Currently, nearly 600 buildings and empty properties are listed on the state’s economic development website. But none fit the bill for what the state considers investment-ready.

“We’re hoping that with this funding, we will get the first two stamps of approval,” said Lindsey Piersol, director of the Wood County Economic Development office.

Without this program, West Virginia economic development leaders say companies could turn to neighboring states with shovel-ready properties, taking their investments with them.

“We’re basically doing a company’s due diligence and their homework for them,” Piersol said. “It’s the most important aspect of economic development.”

The cost of not being ready for new businesses

In 2018, West Virginia lost a $1.6 billion Toyota and Mazda car manufacturing facility to Alabama in part because the state did not have an inventory of shovel-ready properties.

Woody Thrasher, former state secretary of commerce, said the deal also fell through because officials needed to perform environmental studies at two proposed sites that would have taken at least nine months to complete.

“We scrambled like crazy to find a singular site, but Alabama offered them nine different ones,” he said. “It just shone a light on the fact that we really weren’t ready to move quickly,” he said.
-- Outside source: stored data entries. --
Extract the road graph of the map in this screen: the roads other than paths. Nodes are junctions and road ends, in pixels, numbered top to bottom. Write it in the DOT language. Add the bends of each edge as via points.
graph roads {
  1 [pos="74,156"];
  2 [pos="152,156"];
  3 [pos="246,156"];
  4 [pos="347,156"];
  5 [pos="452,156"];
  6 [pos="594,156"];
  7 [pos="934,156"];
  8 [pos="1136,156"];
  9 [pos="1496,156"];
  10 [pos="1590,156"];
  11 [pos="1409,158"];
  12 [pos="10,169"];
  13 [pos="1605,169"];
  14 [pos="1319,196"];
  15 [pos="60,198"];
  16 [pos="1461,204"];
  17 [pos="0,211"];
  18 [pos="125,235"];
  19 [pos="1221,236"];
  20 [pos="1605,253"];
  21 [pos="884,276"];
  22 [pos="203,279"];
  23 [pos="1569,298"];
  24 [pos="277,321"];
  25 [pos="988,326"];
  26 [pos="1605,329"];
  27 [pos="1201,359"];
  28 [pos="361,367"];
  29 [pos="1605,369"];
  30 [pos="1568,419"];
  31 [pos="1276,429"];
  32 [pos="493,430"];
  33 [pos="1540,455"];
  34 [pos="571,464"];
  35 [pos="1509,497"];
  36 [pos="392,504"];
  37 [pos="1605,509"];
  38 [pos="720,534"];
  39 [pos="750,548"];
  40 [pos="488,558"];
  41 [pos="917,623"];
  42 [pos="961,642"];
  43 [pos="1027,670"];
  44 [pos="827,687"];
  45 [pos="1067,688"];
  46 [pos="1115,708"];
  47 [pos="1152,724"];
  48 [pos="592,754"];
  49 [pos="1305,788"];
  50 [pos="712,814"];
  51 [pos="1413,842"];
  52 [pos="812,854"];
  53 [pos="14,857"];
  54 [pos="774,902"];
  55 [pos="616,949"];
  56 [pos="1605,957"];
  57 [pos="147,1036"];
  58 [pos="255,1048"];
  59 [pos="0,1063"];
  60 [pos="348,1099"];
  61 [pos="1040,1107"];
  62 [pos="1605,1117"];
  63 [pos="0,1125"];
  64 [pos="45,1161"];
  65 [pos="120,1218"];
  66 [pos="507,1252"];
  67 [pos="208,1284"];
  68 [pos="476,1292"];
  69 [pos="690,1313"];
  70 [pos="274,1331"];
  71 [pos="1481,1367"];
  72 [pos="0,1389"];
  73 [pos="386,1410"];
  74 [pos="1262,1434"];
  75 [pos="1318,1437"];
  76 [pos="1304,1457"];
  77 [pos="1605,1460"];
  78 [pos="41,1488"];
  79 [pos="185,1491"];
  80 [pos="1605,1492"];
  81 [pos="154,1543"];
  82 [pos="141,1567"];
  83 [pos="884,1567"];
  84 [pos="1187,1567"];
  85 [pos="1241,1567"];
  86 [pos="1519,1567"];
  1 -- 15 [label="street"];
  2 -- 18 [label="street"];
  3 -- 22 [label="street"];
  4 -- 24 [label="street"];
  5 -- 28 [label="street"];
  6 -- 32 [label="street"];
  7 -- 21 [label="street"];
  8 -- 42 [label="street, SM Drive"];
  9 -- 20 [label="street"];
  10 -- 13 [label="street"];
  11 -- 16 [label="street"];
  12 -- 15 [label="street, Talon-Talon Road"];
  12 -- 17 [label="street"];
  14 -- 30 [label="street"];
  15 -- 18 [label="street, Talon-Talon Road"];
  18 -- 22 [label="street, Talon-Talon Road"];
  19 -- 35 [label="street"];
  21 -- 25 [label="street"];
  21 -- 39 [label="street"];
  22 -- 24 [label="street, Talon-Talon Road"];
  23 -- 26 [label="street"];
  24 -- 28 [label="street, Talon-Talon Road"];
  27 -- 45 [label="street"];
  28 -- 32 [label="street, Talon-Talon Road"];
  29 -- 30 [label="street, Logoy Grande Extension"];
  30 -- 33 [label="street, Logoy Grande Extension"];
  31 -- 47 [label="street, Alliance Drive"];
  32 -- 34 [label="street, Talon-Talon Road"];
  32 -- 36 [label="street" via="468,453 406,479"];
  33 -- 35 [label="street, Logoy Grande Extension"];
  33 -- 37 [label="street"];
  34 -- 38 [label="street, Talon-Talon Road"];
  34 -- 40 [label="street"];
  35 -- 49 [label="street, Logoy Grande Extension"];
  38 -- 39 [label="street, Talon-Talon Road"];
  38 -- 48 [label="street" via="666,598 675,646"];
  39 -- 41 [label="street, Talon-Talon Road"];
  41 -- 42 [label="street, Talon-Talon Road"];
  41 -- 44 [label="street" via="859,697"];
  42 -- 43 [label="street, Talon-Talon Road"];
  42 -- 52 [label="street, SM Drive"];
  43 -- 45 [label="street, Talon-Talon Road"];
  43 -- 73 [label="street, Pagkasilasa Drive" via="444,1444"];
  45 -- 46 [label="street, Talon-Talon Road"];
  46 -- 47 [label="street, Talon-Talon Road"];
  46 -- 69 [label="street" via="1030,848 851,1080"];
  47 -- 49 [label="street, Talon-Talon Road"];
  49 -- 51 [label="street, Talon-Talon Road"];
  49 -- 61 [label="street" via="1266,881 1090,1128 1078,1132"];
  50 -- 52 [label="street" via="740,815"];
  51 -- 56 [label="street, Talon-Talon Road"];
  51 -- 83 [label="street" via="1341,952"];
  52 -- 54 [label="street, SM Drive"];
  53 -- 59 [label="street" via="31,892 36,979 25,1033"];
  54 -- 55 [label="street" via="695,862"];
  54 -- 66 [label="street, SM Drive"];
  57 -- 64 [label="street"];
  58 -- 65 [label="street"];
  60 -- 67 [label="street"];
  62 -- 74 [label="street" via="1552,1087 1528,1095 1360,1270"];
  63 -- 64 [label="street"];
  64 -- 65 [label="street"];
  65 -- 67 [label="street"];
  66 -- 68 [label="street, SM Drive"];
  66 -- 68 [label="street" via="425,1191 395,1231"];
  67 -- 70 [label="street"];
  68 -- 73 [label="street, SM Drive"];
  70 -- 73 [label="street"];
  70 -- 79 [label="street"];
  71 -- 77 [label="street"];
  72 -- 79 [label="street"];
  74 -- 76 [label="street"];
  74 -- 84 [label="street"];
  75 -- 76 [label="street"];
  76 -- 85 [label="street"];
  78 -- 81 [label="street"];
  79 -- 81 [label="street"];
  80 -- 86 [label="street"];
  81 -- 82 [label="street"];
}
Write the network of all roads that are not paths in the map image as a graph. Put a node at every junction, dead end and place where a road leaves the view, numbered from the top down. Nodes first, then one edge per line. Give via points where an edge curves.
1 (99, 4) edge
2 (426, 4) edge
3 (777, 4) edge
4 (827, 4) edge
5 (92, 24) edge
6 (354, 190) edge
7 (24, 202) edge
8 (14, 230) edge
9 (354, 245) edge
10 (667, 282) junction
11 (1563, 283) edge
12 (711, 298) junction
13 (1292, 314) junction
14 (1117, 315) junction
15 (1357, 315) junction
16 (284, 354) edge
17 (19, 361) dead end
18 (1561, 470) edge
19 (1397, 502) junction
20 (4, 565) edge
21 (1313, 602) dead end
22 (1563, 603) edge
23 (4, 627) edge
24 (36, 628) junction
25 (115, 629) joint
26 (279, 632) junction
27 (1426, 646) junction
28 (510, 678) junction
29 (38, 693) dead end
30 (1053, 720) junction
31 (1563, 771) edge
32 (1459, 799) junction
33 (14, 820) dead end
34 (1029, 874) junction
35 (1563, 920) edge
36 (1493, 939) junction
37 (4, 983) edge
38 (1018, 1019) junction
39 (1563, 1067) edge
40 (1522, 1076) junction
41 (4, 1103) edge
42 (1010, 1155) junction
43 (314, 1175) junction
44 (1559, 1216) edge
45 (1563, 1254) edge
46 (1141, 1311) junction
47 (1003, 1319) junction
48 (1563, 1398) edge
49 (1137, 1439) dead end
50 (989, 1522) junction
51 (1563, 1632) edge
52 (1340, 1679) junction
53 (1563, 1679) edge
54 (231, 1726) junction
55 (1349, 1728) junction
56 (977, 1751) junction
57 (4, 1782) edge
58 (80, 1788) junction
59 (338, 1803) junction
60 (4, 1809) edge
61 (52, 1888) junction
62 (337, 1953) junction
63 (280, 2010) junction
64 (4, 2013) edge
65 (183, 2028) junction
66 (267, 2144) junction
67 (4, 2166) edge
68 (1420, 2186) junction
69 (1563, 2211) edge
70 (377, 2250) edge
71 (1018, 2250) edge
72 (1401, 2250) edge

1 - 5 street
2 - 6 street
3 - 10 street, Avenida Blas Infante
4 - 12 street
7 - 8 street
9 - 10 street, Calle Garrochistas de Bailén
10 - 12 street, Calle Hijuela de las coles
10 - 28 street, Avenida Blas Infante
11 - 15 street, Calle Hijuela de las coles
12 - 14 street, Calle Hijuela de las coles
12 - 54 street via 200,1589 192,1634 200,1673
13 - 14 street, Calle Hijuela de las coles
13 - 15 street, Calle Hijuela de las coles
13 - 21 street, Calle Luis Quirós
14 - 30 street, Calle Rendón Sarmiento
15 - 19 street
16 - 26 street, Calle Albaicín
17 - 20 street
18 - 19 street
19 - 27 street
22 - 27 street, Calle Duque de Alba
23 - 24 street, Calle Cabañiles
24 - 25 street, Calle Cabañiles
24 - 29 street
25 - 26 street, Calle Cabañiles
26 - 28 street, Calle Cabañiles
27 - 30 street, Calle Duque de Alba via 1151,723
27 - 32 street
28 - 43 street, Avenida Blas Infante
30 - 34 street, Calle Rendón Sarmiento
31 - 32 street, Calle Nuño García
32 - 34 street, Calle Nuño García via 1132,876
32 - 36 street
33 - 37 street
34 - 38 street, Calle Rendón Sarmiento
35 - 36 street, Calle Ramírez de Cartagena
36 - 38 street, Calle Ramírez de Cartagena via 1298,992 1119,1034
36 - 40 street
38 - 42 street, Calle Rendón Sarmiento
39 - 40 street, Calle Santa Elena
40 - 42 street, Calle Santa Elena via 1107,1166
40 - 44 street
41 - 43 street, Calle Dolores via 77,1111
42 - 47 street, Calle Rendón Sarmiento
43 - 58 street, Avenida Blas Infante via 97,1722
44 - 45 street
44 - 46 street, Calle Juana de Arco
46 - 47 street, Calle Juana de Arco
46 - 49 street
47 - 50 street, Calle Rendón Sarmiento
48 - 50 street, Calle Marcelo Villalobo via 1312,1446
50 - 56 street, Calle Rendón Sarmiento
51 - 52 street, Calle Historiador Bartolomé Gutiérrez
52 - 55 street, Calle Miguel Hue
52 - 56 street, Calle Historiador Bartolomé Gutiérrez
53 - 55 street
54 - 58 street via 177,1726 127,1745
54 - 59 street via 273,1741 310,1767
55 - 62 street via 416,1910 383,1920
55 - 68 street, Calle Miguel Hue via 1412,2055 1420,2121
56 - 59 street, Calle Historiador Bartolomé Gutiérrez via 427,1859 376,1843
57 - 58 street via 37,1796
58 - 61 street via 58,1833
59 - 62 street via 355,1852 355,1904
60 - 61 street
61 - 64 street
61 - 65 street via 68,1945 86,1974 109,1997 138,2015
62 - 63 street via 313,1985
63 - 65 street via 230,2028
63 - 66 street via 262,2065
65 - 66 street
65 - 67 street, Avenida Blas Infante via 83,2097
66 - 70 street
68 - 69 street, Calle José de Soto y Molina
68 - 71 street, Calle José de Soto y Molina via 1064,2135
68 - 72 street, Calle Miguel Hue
Alabama has poured $30 million into its site evaluation grant program since its creation last year and currently has 29 certified sites available for businesses.

Dave Lieving, president of the Huntington Area Development Council, said states without a catalog of development-ready sites can miss out on jobs and investment.

He said companies want a strong labor workforce, a favorable business climate and enough flat land to grow.

“Companies don’t want to wait around years and years for you to clean up your property before you want to get all your ducks in a row,” Lieving said.

Ruthana Beezley has spent the past four years trying to bring jobs and businesses to the Greenbrier Valley.

As the head of the region’s economic development agency, she says the lack of adequately prepared business sites makes it tough.

“We’re prioritizing the folks that have already invested here,” she said. “It’s easier to grow somebody who’s already here than to attract somebody.”

A slow start in West Virginia

The Legislature tried to address the problem in 2022, when Del. Clay Riley, R-Harrison, sponsored a bill creating a program to improve the readiness of industrial sites. Riley works for Thrasher Group, the largest consulting and engineering firm in the state.

The state’s Economic Development Department administers the program and includes a grant program to provide developers up to $75,000 per site to make them ready for new businesses.

Other states have invested in these programs, pouring millions of dollars into site readiness. In 2024, Virginia lawmakers poured $126 million in development grants for sites, while $35 million was handed out in Kentucky.

Riley said lawmakers put $5 million into the fund in 2022, but Morrisey’s announcement in Wood County in 2025 marked the first allocation.

In the years that followed the initial allocation, the state hired consultants to evaluate more than 100 potential sites for development. That list was eventually narrowed to just 10 viable locations.

“It’s been something that the economic development world has talked about for a number of years,” he said. “I think it was definitely a step in the right direction.”

Steve Roberts, long-time president of the West Virginia Chamber of Commerce, said business leaders have been warning the state for decades that it is falling behind.

“States that surround us are far ahead in having reasonable, well thought through and well funded efforts to keep and attract jobs,” he said, “This is simply a matter of priorities.”